MaxYield™️ White Paper
"Identifying true P and QRS complexes after noise and artefact are removed would substantially increase the probability that a true critical abnormality is captured (sensitivity), while also limiting false positives—which are often detected by Technicians but are time-consuming, fatiguing, and lead to ‘alarm fatigue.’ It also allows diagnosis of not only pauses but their nature (e.g., second degree AV block, 3rd° AV block, or sinus pauses), as well as differentiation of SVT from VT."
Dr. Paul Dorian
Cardiologist
MaxYield™️: AI-Powered Precision in ECG Labeling
Holter monitors and long-term ECG recordings can capture millions of heartbeats, but current software tools often struggle with noise and variability, leaving technicians to manually adjust and review waveforms. NeuralCloud’s MaxYield™️ addresses this challenge by applying a neural network to accurately detect P-wave, QRS complex, and T-wave onsets and offsets, even in noisy signals.

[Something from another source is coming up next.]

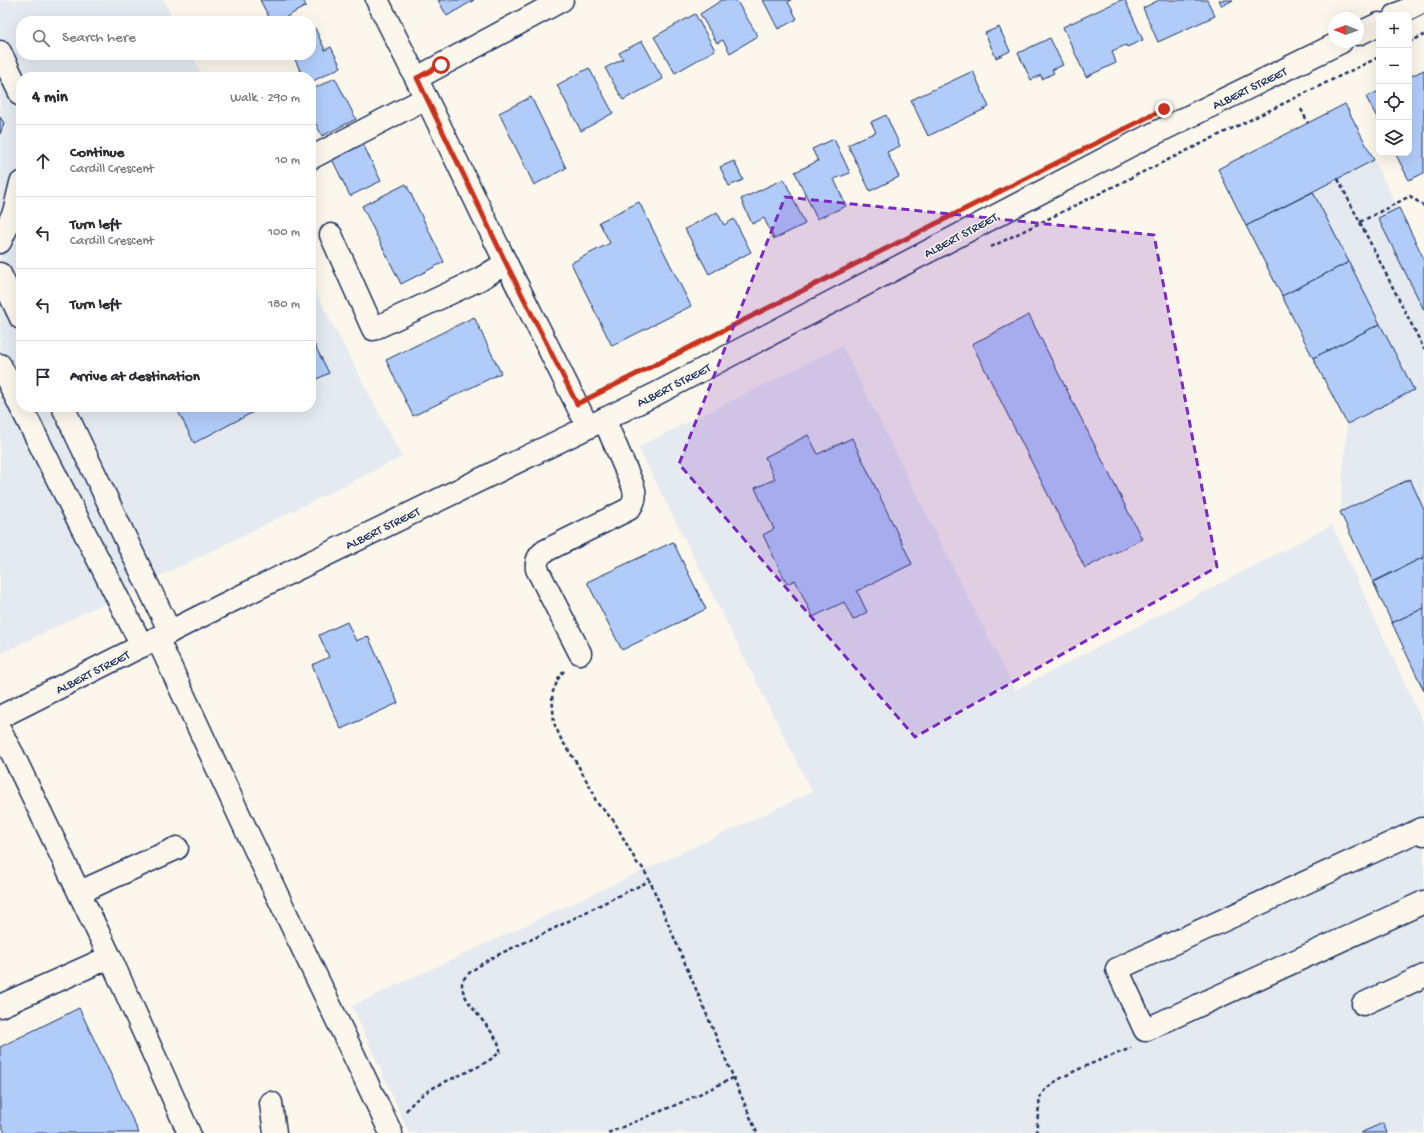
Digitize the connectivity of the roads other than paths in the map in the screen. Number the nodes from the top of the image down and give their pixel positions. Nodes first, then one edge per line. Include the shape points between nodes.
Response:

In a validation study comparing MaxYield™️ to 15 certified cardiology technologists, the algorithm ranked second overall - outperformed only by the top human expert. MaxYield™️ not only matched expert-level accuracy but also demonstrated superior consistency (low error and tight interquartile ranges), critical for scalable, reliable ECG analysis. By processing extended ECG files (up to 14.5 days) with high fidelity, MaxYield™️ significantly enhances the ability to detect paroxysmal arrhythmias, streamlines technician workflow, and supports timely, accurate diagnosis.